On a group theoretic generalization of the Morse-Hedlund theorem

Abstract:

In this paper we give a broad unified framework via group actions for constructing complexity functions of infinite words $x=x_0x_1x_2\cdots \in \mathbb {A}^{\mathbb {N}}$ with values in a finite set $\mathbb {A}.$ Factor complexity, Abelian complexity and cyclic complexity are all particular cases of this general construction.
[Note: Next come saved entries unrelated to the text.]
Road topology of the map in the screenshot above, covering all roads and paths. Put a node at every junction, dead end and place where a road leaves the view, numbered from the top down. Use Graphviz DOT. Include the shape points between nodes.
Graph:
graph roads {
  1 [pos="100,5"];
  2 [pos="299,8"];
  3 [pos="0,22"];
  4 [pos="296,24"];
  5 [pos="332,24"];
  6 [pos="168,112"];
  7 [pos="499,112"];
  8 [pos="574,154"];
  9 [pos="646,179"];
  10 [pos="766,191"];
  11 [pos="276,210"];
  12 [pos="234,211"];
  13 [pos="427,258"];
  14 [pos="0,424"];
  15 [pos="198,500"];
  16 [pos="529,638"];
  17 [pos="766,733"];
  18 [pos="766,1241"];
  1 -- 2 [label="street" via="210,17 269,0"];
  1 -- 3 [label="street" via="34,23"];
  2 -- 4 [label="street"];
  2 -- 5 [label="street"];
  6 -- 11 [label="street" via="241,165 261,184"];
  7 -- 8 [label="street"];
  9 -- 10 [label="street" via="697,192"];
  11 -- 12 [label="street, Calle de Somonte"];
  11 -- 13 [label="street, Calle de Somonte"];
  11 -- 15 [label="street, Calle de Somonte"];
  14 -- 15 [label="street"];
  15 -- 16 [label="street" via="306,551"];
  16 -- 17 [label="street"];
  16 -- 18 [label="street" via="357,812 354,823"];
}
We consider infinite sequences of permutation groups $\omega = (G_n)_{n\geq 1}$ with each $G_n \subseteq S_n.$ Associated with every such sequence is a complexity function $p_{\omega ,x}:\mathbb {N} \rightarrow \mathbb {N}$ which counts, for each length $n,$ the number of equivalence classes of factors of $x$ of length $n$ under the action of $G_n$ on $\mathbb {A}^n$ given by $g* (u_1u_2\cdots u_n)=u_{g^{-1}(1)}u_{g^{-1}(2)}\cdots u_{g^{-1}(n)}.$ Each choice of $\omega =(G_n)_{n\geq 1}$ defines a unique complexity function which reflects a different combinatorial property of a given infinite word. For instance, an infinite word $x$ has bounded Abelian complexity if and only if $x$ is $k$-balanced for some positive integer $k,$ while bounded cyclic complexity is equivalent to $x$ being ultimately periodic. A celebrated result of G.A. Hedlund and M. Morse states that every aperiodic infinite word $x\in \mathbb {A}^{\mathbb {N}}$ contains at least $n+1$ distinct factors of each length $n.$ Moreover $x\in \mathbb {A}^{\mathbb {N}}$ has exactly $n+1$ distinct factors of each length $n$ if and only if $x$ is a Sturmian word, i.e., binary, aperiodic and balanced. We prove that this characterisation of aperiodicity and Sturmian words extends to this general framework.